Tom Tromey tromey@redhat.com
Tue May 8 13:37:00 GMT 2012


>>>>> "Mark" == Mark Kettenis <mark.kettenis@xs4all.nl> writes:

Mark> I'm pretty annoyed by the whole SystemTap thing.  You presented this
Mark> as being something pretty generic.  But it turns out this is not only
Mark> Linux-specfic, but pretty much a completely RedHat-specific thing it
Mark> seems.  And I think I've figured out why: SystemTap relies on utrace,
Mark> which is not present in the official Linux kernel source tree.  And as
Mark> far as I can see it will remain that way in the near future.  So
Mark> unless you are running RedHat Linux, you'll not only need to build a
Mark> patched glibc, but you also need to build a patched kernel to be able
Mark> to use these new SystemTap probes.  Not many people will do that!
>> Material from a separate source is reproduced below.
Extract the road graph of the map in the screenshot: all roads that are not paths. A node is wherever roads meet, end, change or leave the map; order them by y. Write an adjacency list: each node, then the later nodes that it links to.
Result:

None of this is the accurate.

I'm also annoyed now, because I explained all this at length, twice, and
also sent references to the documentation, explaining how the probe
feature is a relatively generic ELF feature, not dependent on the main
body of System Tap at all.  Apparently you didn't read any of this.
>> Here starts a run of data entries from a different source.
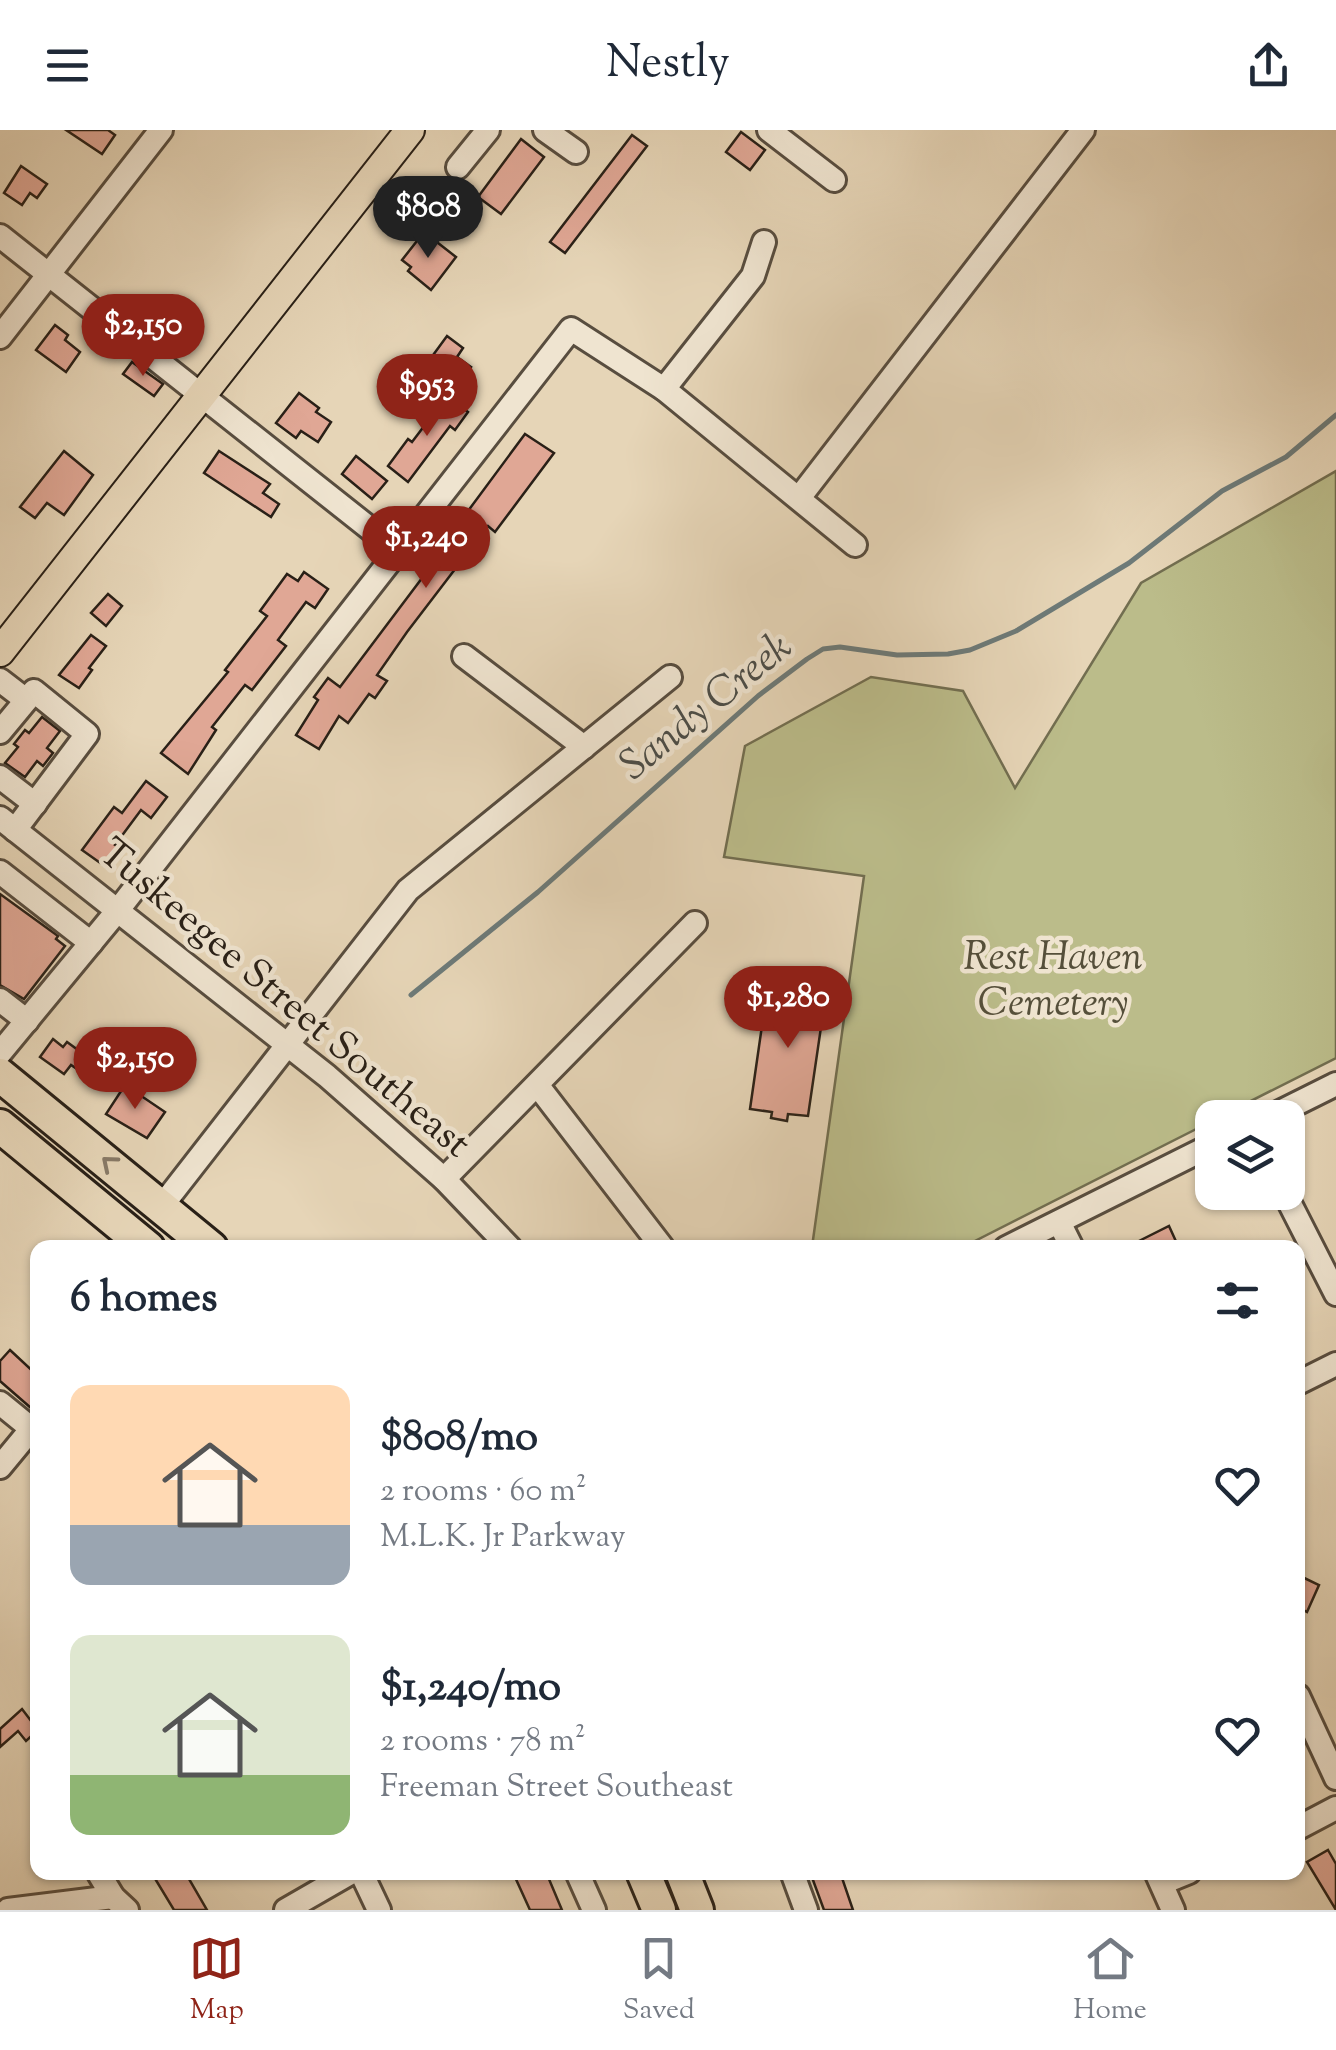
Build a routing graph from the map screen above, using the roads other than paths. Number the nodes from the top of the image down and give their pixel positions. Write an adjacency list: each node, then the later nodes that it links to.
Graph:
1 (161, 130): 12 (street)
2 (410, 130): 15 (main road)
3 (488, 130): 8 (street)
4 (546, 130): 7 (street)
5 (769, 130): 9 (street)
6 (1082, 130): 16 (street)
7 (576, 152)
8 (458, 167)
9 (834, 180)
10 (0, 236): 12 (street)
11 (764, 242): 14 (street)
12 (48, 275): 13 (street); 15 (street)
13 (0, 338)
14 (664, 389): 16 (street); 18 (street)
15 (200, 395): 18 (street); 19 (main road)
16 (800, 498): 17 (street)
17 (855, 545)
18 (397, 550): 30 (street)
19 (0, 652)
20 (464, 656): 25 (street)
21 (670, 677): 25 (street)
22 (0, 680): 23 (street)
23 (26, 700): 24 (street); 27 (street)
24 (0, 732)
25 (584, 747): 35 (street)
26 (0, 777): 27 (street)
27 (35, 804): 28 (street)
28 (8, 824): 30 (street, Tuskeegee Street Southeast)
29 (0, 872): 32 (street)
30 (118, 910): 32 (street); 35 (street, Tuskeegee Street Southeast)
31 (695, 923): 39 (street)
32 (91, 943): 34 (street)
33 (0, 1000): 34 (street)
34 (27, 1021): 36 (street)
35 (289, 1045): 43 (street, Tuskeegee Street Southeast); 44 (street)
36 (0, 1053)
37 (0, 1075): 44 (highway, one-way to 37)
38 (1336, 1084): 40 (street)
39 (538, 1086): 43 (street); 50 (street)
40 (1304, 1100)
41 (0, 1126): 47 (highway)
42 (1195, 1154): 46 (street)
43 (444, 1179): 49 (street, Tuskeegee Street Southeast)
44 (160, 1206): 48 (highway)
45 (1293, 1210): 53 (street)
46 (1059, 1222): 51 (street); 52 (street)
47 (138, 1240)
48 (201, 1240)
49 (502, 1240)
50 (657, 1240)
51 (1022, 1240)
52 (1068, 1240)
53 (1336, 1294)
54 (1336, 1364): 55 (street)
55 (1305, 1380)
56 (0, 1404): 57 (street)
57 (30, 1425)
58 (30, 1434): 59 (street)
59 (0, 1467)
60 (1305, 1711): 61 (street)
61 (1336, 1778)
62 (1336, 1808): 63 (street)
63 (1305, 1824)
64 (104, 1880): 72 (street)
65 (338, 1880): 75 (street)
66 (364, 1880): 76 (street)
67 (581, 1880): 77 (street)
68 (647, 1880): 78 (highway)
69 (685, 1880): 79 (highway)
70 (795, 1880): 73 (street)
71 (1160, 1880): 81 (street)
72 (120, 1904): 74 (street)
73 (804, 1906): 80 (street)
74 (8, 1910)
75 (286, 1910)
76 (379, 1910)
77 (594, 1910)
78 (659, 1910)
79 (697, 1910)
80 (780, 1910)
81 (1173, 1910)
To sum up again, the code in gdb relates to static probe points.

>From the user's point of view, a probe is a spot in the code with a name
and arguments.

>From the implementation point of view, a probe is an entry in an ELF
section, designed in a way to minimize overhead, plus a no-op in the
code.

GDB reads this new section and uses it to find the probe points, and to
decode the probe arguments.  There is zero dependency on System Tap, or
the kernel, or utrace, or anything else.  It is purely reading an ELF
section.

The probe implementation is a header file.  Currently this is maintained
in System Tap.  However, even this is relatively independent; it depends
on a GCC extension, but this is part of upstream GCC.  I would not be
surprised if this code worked on any GCC/ELF system.

Mark> Having the basic SystemTap support in GDB is fine.  But depending on
Mark> it to fix issues with core GDB functionality like the ability to debug
Mark> shared libraries is a different matter.  It means that people using
Mark> RedHat Linux, almost certainly including any RedHat engineers
Mark> contributing here will no longer test the codepaths that don't rely on
Mark> SystemTap.  And people on other Linux variants will never test the
Mark> codepaths that rely on SystemTap.  That'll inevitably lead to more
Mark> breakage.

This is already the situation for compilers and kernels, which in
practice touch much more code in gdb.